The battering that that northeastern part of the United States has been taking over the last few months (Hurricane Sandy, the recent blizzards) have been sad to read about and devastating for many of the folks directly impacted. People have died, homes have been lost, and property destroyed. Frankly, it is so difficult to imagine that I can’t even fathom how horrific it must be to live through.
As difficult as these events are (and regardless of the reason they happen) natural disasters are a part of life. We can’t control the weather and often times can’t control events. Stuff happens and how we respond illuminates our character as a person and as a race. Reading how people and businesses responded to Sandy got me to thinking not only about what we can do to help as individuals but also how we in the retail industry can help.
One of my main beliefs is that we, as an industry, are here to serve our customers. That is really what retail is all about – helping others. I think calamitous events allow us to prove our mettle and our worth to others.

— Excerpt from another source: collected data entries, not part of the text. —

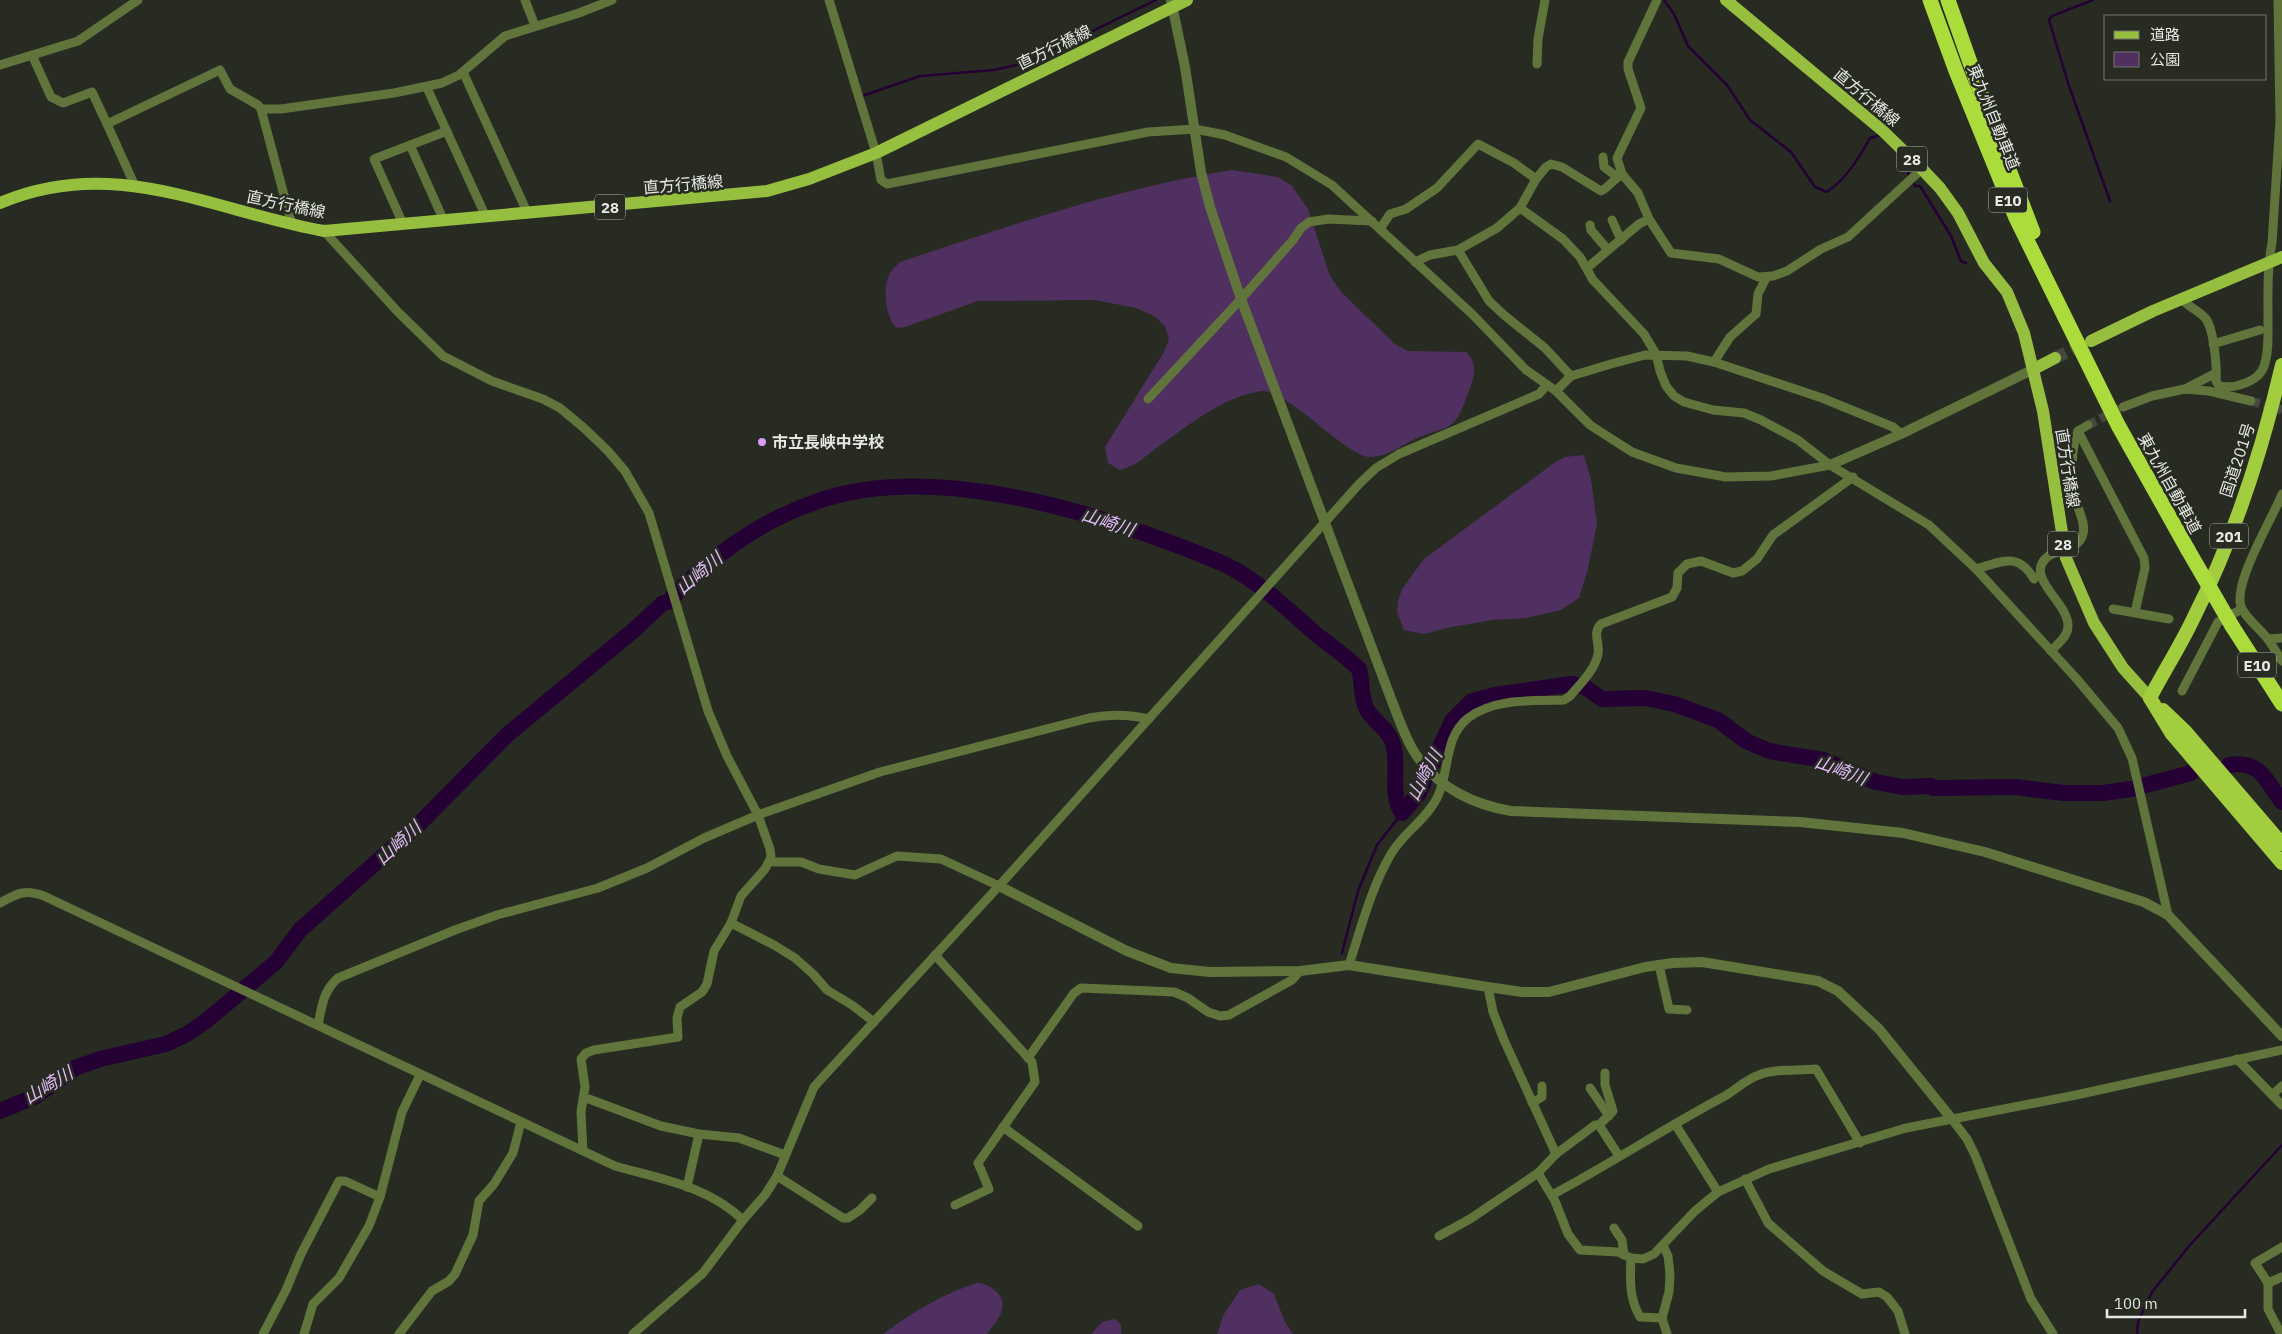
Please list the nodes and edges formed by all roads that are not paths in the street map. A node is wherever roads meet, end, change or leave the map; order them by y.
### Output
1 (138, 0) edge
2 (525, 0) edge
3 (612, 0) edge
4 (829, 0) edge
5 (1187, 0) edge
6 (1545, 0) edge
7 (1657, 0) edge
8 (1726, 0) edge
9 (1930, 0) edge
10 (1948, 0) edge
11 (2278, 0) edge
12 (1173, 3) edge
13 (535, 26) junction
14 (32, 55) junction
15 (1537, 64) dead end
16 (0, 65) edge
17 (463, 72) junction
18 (427, 88) junction
19 (260, 109) junction
20 (107, 124) junction
21 (1195, 128) junction
22 (447, 131) junction
23 (410, 145) junction
24 (876, 153) junction
25 (1603, 157) dead end
26 (1922, 169) junction
27 (1620, 176) junction
28 (1536, 179) junction
29 (135, 186) junction
30 (0, 203) edge
31 (1520, 208) junction
32 (528, 214) junction
33 (486, 218) junction
34 (1649, 219) junction
35 (1612, 220) dead end
36 (444, 221) junction
37 (1372, 221) junction
38 (403, 224) junction
39 (1590, 224) dead end
40 (292, 225) junction
41 (1380, 229) junction
42 (324, 231) junction
43 (1621, 240) junction
44 (1458, 250) junction
45 (1608, 250) junction
46 (2282, 257) edge
47 (1416, 262) junction
48 (2268, 262) junction
49 (1587, 268) junction
50 (1766, 278) junction
51 (1241, 299) junction
52 (2182, 299) junction
53 (2069, 324) junction
54 (2260, 330) dead end
55 (2091, 341) tunnel mouth
56 (2213, 344) junction
57 (1656, 354) junction
58 (2055, 358) tunnel mouth
59 (1714, 362) junction
60 (2282, 364) edge
61 (2034, 368) junction
62 (2216, 374) junction
63 (1571, 376) junction
64 (1547, 385) junction
65 (2185, 389) junction
66 (1556, 391) junction
67 (1148, 399) dead end
68 (2251, 401) tunnel mouth
69 (2123, 407) tunnel mouth
70 (2088, 425) tunnel mouth
71 (2078, 431) junction
72 (1901, 434) junction
73 (1830, 465) junction
74 (1853, 477) junction
75 (2282, 494) edge
76 (2278, 514) edge
77 (1324, 522) junction
78 (1976, 570) junction
79 (2034, 579) dead end
80 (2113, 609) dead end
81 (2242, 609) junction
82 (2135, 612) junction
83 (2169, 618) dead end
84 (2282, 638) edge
85 (2268, 639) junction
86 (2050, 651) junction
87 (2282, 661) edge
88 (2182, 692) dead end
89 (2150, 698) junction
90 (2282, 704) edge
91 (1149, 718) junction
92 (1442, 782) junction
93 (758, 815) junction
94 (2282, 844) edge
95 (769, 862) junction
96 (2282, 864) edge
97 (999, 886) junction
98 (0, 903) edge
99 (2168, 915) junction
100 (730, 923) junction
101 (935, 955) junction
102 (1349, 965) junction
103 (1658, 965) junction
104 (1300, 971) junction
105 (1488, 987) junction
106 (1687, 1010) dead end
107 (874, 1022) junction
108 (318, 1025) junction
109 (2282, 1036) edge
110 (2282, 1050) edge
111 (1028, 1058) junction
112 (2237, 1058) junction
113 (1605, 1073) dead end
114 (420, 1075) junction
115 (1542, 1086) dead end
116 (2282, 1086) edge
117 (1590, 1088) dead end
118 (2272, 1095) junction
119 (583, 1099) junction
120 (1532, 1103) junction
121 (2282, 1105) edge
122 (1609, 1116) junction
123 (1951, 1118) junction
124 (521, 1122) junction
125 (1599, 1124) junction
126 (1676, 1124) junction
127 (1003, 1127) junction
128 (699, 1134) junction
129 (1860, 1143) junction
130 (583, 1151) junction
131 (1556, 1154) junction
132 (786, 1155) junction
133 (1619, 1156) junction
134 (1538, 1173) junction
135 (777, 1176) junction
136 (1746, 1179) junction
137 (687, 1188) junction
138 (1718, 1192) junction
139 (1552, 1195) junction
140 (380, 1197) junction
141 (872, 1198) dead end
142 (955, 1205) dead end
143 (743, 1220) junction
144 (1138, 1226) dead end
145 (1614, 1228) dead end
146 (1439, 1236) dead end
147 (1663, 1245) junction
148 (2282, 1247) edge
149 (1627, 1256) junction
150 (2282, 1276) edge
151 (2268, 1283) junction
152 (1662, 1318) junction
153 (2280, 1330) edge
154 (644, 1331) edge
155 (263, 1334) edge
156 (304, 1334) edge
157 (399, 1334) edge
158 (633, 1334) edge
159 (1667, 1334) edge
160 (1905, 1334) edge
161 (2053, 1334) edge

1 - 14 street
2 - 13 street
3 - 13 street
4 - 24 street
5 - 12 main road, 直方行橋線 / 28
6 - 15 street
7 - 27 street
8 - 26 main road, 直方行橋線 / 28
9 - 53 highway, 東九州自動車道 / E10
10 - 53 highway, 東九州自動車道 / E10
11 - 48 street
12 - 21 street
12 - 24 main road, 直方行橋線 / 28
13 - 17 street
14 - 16 street
14 - 20 street
17 - 18 street
17 - 32 street
18 - 19 street
18 - 22 street
19 - 20 street
19 - 40 street
20 - 29 street
21 - 24 street
21 - 37 street
21 - 51 street
22 - 23 street
22 - 33 street
23 - 36 street
23 - 38 street
24 - 32 main road, 直方行橋線 / 28
25 - 27 street
26 - 50 street
26 - 61 main road, 直方行橋線 / 28
27 - 28 street
27 - 34 street
28 - 31 street
28 - 41 street
29 - 30 main road, 直方行橋線 / 28
29 - 40 main road, 直方行橋線 / 28
31 - 44 street
31 - 49 street
32 - 33 main road, 直方行橋線 / 28
33 - 36 main road, 直方行橋線 / 28
34 - 43 street
34 - 50 street
35 - 43 street
36 - 38 main road, 直方行橋線 / 28
37 - 41 street
37 - 51 street
38 - 42 main road, 直方行橋線 / 28
39 - 45 street
40 - 42 main road, 直方行橋線 / 28
41 - 47 street
42 - 93 street
43 - 45 street
44 - 47 street
44 - 63 street
45 - 49 street
46 - 48 main road
47 - 64 street
48 - 52 main road
48 - 62 street
49 - 57 street
50 - 59 street
51 - 67 street
51 - 77 street
52 - 55 main road
52 - 56 street
53 - 90 highway, 東九州自動車道 / E10, bridge
54 - 56 street
56 - 62 street
57 - 59 street
57 - 63 street
57 - 73 street
58 - 61 main road
59 - 72 street
60 - 89 highway, 国道201号 / 201
61 - 72 street
61 - 89 main road, 直方行橋線 / 28
62 - 65 street
63 - 66 street
64 - 66 street
64 - 77 street
65 - 68 street
65 - 69 street
66 - 73 street
70 - 71 street
71 - 82 street
71 - 86 street, bridge
72 - 73 street
73 - 74 street
74 - 78 street
74 - 92 street
75 - 76 street
76 - 81 street
77 - 91 street
77 - 92 street
78 - 79 street
78 - 86 street
80 - 82 street
81 - 85 street
81 - 88 street
82 - 83 street
84 - 85 street
85 - 87 street
86 - 99 street
89 - 94 highway
89 - 96 highway
91 - 93 street
91 - 97 street
92 - 99 street
92 - 102 street
93 - 95 street
93 - 108 street
95 - 97 street
95 - 100 street
97 - 101 street
97 - 104 street
98 - 108 street
99 - 109 street
100 - 107 street
100 - 119 street
101 - 107 street
101 - 111 street
102 - 104 street
102 - 105 street
103 - 105 street
103 - 106 street
103 - 123 street
104 - 111 street
105 - 120 street
107 - 132 street
108 - 114 street
110 - 112 street
111 - 127 street
112 - 118 street
112 - 123 street
113 - 122 street
114 - 124 street
114 - 140 street
115 - 120 street
116 - 118 street
117 - 122 street
118 - 121 street
119 - 128 street
119 - 130 street
120 - 131 street
122 - 125 street
123 - 129 street
123 - 161 street
124 - 130 street
124 - 157 street
125 - 131 street
125 - 133 street
126 - 129 street
126 - 133 street
126 - 138 street
127 - 142 street
127 - 144 street
128 - 132 street
128 - 137 street
129 - 136 street
130 - 137 street
131 - 134 street
132 - 135 street
133 - 139 street
134 - 139 street
134 - 146 street
135 - 141 street
135 - 143 street
136 - 138 street
136 - 160 street
137 - 143 street
138 - 147 street
139 - 149 street
140 - 155 street
140 - 156 street
143 - 154 street
145 - 149 street
147 - 149 street
147 - 152 street
148 - 151 street
149 - 152 street
150 - 151 street
151 - 153 street
152 - 159 street
154 - 158 street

We were operating stores in the southern part of the US during Hurricane Katrina. When the storm hit our first directive to our employees was to make sure that they and their families were safe. The next one was for them to come into the stores if it was safe for them to travel. When circumstances become difficult people look to their local shops to help. It is in a time of crisis that the essentials become so important – food, fuel, water and batteries. Some of our stores were damaged and not safe to open to the public but we could open the majority of them. We had electricity in most and, where we didn’t have power and little physical damage we opened without lights or registers.
Our folks did a great job serving our customers until our inventory ran out. We didn’t raise prices and tried to ration items to make them available to as many people as possible. Frankly, when I hear of retailers raising the prices in their stores during a disaster it disgusts me. We have a relationship with our customers. They depend upon us to provide them with products and services at fair prices. We depend upon them to shop with us on a regular basis. It is a mutually beneficial relationship.
Don’t get me wrong. I have no problem with someone making a profit during difficult times but the laws of supply and demand should not apply when people are hurting. The everyday price of our products reflect a profit margin that will allow us to make money. It is when a retailer becomes greedy and wants to take advantage of the situation that is wrong both morally and ethically. If we stay true to our customers they will stay true to us.